Jeux olympiques de Tokyo : le CIO choisit d’attendre

Updated: Jul 9

Pas de « décisions radicales » alors que l’avenir de la crise du coronavirus est encore incertain, a décidé mardi le Comité international olympique, concentré sur la question des sélections.



A plus de quatre mois des Jeux olympiques de Tokyo 2020, et sous pression du gouvernement japonais pour les maintenir à la date prévue, le Comité international olympique (CIO) ne veut pas céder à la panique : il s’est de nouveau prononcé mardi 17 mars contre toute décision précipitée quant à la tenue de l’événement phare du sport mondial.

Même si l’incertitude gagne les sportifs du monde entier, même si l’UEFA a choisi mardi de décaler d’un an son championnat d’Europe de football, « il n’est pas nécessaire de prendre de décisions radicales », a plaidé le CIO, à l’issue d’une réunion téléphonique de sa Commission exécutive.


Les dates du 24 juillet au 9 août demeurent, pour l’heure, et « toute spéculation à ce stade serait contre-productive », estime le CIO.

Fin février, au moment où l’épidémie gagnait l’Occident, le doyen du CIO Dick Pound avait estimé que fin mai serait une date butoir pour trancher sur la tenue des Jeux. Depuis, il se fait discret. La ligne officielle est celle donnée par Thomas Bach, président omnipotent de l’instance : aucun report n’est envisagé.


« Tout suit son cours »


Le président du Comité olympique australien John Coates, qui préside la Commission de coordination des JO 2020, a d’ailleurs rappelé ce mardi que Dick Pound n’avait fait qu’émettre une opinion personnelle. « Tout suit son cours pour l’ouverture le 24 juillet », a-t-il déclaré dans la presse australienne, estimant que la situation était plus incertaine à l’époque des Jeux olympiques de Moscou 1980, boycottés par une soixantaine de pays dont les Etats-Unis.

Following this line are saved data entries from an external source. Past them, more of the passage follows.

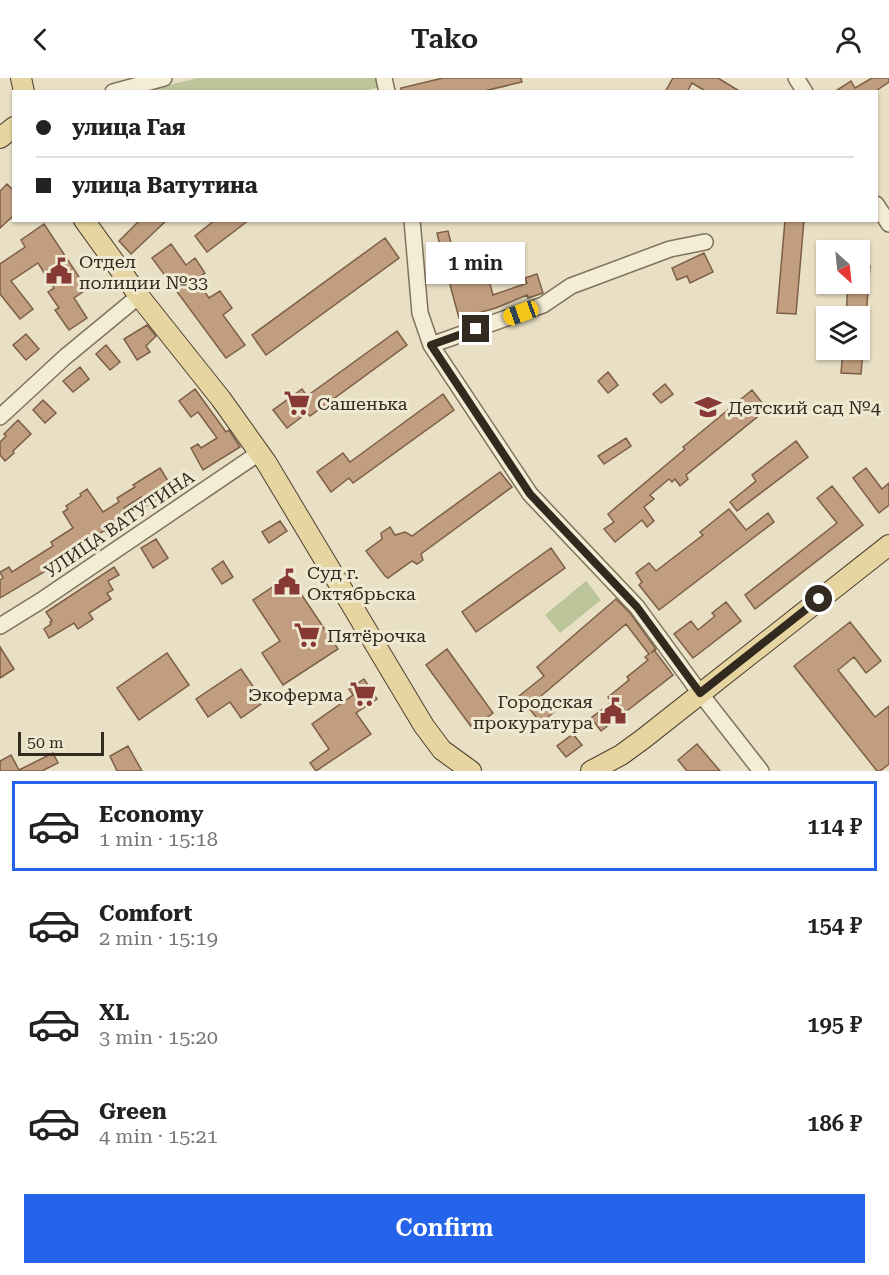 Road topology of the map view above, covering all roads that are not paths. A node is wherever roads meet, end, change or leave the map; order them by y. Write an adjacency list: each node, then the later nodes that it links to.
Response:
1 (164, 78): 2 (street)
2 (120, 90)
3 (12, 129): 4 (main road)
4 (0, 138)
5 (878, 207): 8 (street)
6 (85, 222): 10 (main road)
7 (412, 222): 11 (street)
8 (889, 224)
9 (705, 242): 11 (street)
10 (139, 296): 12 (street); 13 (main road)
11 (431, 345): 16 (street)
12 (0, 417)
13 (260, 453): 15 (street, УЛИЦА ВАТУТИНА); 17 (main road)
14 (889, 545): 16 (main road)
15 (0, 626)
16 (700, 693): 18 (main road); 19 (street)
17 (471, 771)
18 (591, 771)
19 (761, 771)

Officiellement, le CIO compte sur une accalmie de la pandémie grâce aux mesures de confinement mises en place dans le monde entier. L’instance « se félicite » du soutien des dirigeants du G7, citant dans son communiqué le premier ministre japonais, Shinzo Abe, qui souhaite que les Jeux olympiques et paralympiques se déroulent « à la perfection, comme preuve que l’humanité aura su vaincre le nouveau coronavirus ».


La préoccupation immédiate du CIO comme des sportifs, pour l’heure, concerne les critères de sélection pour les JO de Tokyo. L’annulation de la quasi-totalité des compétitions sportives dans le monde, ainsi que les difficultés de se déplacer pour les sportifs, va contraindre les fédérations internationales à modifier, chacune de leur côté, les critères de sélection.

Seuls « 57 % » des quelque 11 000 sportifs qui doivent participer sont déjà qualifiés pour les JO, souligne le CIO. Pour les autres, il travaillera avec les fédérations internationales afin d’apporter « les modifications pratiques nécessaires à leurs systèmes de qualification respectifs ».


Les critères de sélection modifiés et communiqués début avril

Les épreuves de sélection encore programmées pourront être qualificatives à la condition que toutes assurent « un accès équitable à tous les athlètes et équipes » - ce qui, dans les circonstances actuelles, semble une condition difficile à remplir.


Par la suite, les attributions de quotas restant devront reposer sur les résultats passés ou les classements mondiaux, et refléter « dans la mesure du possible les principes existants des systèmes de qualification respectifs », notamment le principe de qualification par continent ou région.


« Une augmentation du quota d’athlètes sera envisagée au cas par cas dans des circonstances exceptionnelles, avec le concours du comité d’organisation de Tokyo 2020 », ajoute le CIO.

Quoi qu’il en soit, ces mesures seront proposées par les fédérations internationales et communiquées au début du mois d’avril.